--- Records to use Enclosed Below ---
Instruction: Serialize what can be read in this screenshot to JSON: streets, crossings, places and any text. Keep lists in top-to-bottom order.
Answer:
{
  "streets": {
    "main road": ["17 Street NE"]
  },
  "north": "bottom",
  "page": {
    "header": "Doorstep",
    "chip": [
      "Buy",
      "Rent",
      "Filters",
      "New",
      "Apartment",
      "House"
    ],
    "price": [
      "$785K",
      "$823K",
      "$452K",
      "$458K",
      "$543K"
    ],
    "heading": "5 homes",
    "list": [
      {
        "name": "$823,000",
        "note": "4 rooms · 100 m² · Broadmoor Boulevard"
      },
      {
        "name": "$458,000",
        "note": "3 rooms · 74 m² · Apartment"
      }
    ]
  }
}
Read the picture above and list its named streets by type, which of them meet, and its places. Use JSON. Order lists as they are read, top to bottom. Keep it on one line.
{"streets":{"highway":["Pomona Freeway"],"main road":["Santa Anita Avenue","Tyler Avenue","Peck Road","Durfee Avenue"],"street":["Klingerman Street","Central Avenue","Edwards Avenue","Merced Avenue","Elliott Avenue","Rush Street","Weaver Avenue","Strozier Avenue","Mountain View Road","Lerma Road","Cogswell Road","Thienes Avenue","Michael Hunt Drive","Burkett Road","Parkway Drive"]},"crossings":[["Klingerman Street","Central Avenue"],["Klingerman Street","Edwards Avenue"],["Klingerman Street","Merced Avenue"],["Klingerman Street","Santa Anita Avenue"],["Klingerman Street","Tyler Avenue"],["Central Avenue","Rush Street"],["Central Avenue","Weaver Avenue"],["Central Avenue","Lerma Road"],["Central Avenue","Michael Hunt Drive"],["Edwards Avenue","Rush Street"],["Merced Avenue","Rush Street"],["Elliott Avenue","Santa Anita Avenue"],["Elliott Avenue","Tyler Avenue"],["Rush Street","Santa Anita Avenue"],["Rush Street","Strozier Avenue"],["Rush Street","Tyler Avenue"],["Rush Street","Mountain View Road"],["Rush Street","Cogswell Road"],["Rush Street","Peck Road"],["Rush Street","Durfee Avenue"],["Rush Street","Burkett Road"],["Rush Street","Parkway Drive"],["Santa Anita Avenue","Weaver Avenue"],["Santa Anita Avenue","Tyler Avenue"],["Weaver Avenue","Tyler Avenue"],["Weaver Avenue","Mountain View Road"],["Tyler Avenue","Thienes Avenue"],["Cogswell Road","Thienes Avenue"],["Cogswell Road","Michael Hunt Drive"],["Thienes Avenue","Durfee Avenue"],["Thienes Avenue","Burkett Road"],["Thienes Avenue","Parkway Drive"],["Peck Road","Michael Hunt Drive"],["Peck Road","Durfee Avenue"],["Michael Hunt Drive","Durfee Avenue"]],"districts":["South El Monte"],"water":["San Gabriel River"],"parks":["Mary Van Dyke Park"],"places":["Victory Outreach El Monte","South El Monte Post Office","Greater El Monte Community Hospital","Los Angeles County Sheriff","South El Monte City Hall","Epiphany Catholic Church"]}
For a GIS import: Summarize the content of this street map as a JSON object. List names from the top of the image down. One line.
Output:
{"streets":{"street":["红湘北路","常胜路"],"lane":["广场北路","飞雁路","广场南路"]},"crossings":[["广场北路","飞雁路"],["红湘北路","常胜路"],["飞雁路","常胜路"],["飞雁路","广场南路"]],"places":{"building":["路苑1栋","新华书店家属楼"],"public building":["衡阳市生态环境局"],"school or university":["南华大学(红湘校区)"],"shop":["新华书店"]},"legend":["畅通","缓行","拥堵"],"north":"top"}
--- End of Enclosed Records to use ---
* _Task prompt_
Find the lines above with the word "note". Copy them out.

* _Solved exercise_
        "note": "4 rooms · 100 m² · Broadmoor Boulevard"
        "note": "3 rooms · 74 m² · Apartment"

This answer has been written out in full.